- _TO DO_: The entries below are to be repeated verbatim, in full.

**** MATERIAL PROVIDED ****

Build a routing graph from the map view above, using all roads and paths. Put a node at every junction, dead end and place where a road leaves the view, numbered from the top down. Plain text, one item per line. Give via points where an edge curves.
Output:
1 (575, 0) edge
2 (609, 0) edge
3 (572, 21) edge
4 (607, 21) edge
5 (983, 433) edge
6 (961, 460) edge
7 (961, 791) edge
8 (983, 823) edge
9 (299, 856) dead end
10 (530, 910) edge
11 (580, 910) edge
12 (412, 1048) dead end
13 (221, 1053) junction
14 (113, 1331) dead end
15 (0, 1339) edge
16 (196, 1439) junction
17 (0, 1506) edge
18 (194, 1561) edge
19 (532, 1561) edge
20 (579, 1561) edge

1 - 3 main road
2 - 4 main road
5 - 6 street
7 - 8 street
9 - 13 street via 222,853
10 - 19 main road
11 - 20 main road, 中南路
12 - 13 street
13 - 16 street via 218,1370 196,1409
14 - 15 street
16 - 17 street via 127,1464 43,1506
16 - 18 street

****

- _RESPONSE FOR THIS EXERCISE_:
Build a routing graph from the map view above, using all roads and paths. Put a node at every junction, dead end and place where a road leaves the view, numbered from the top down. Plain text, one item per line. Give via points where an edge curves.
Output:
1 (575, 0) edge
2 (609, 0) edge
3 (572, 21) edge
4 (607, 21) edge
5 (983, 433) edge
6 (961, 460) edge
7 (961, 791) edge
8 (983, 823) edge
9 (299, 856) dead end
10 (530, 910) edge
11 (580, 910) edge
12 (412, 1048) dead end
13 (221, 1053) junction
14 (113, 1331) dead end
15 (0, 1339) edge
16 (196, 1439) junction
17 (0, 1506) edge
18 (194, 1561) edge
19 (532, 1561) edge
20 (579, 1561) edge

1 - 3 main road
2 - 4 main road
5 - 6 street
7 - 8 street
9 - 13 street via 222,853
10 - 19 main road
11 - 20 main road, 中南路
12 - 13 street
13 - 16 street via 218,1370 196,1409
14 - 15 street
16 - 17 street via 127,1464 43,1506
16 - 18 street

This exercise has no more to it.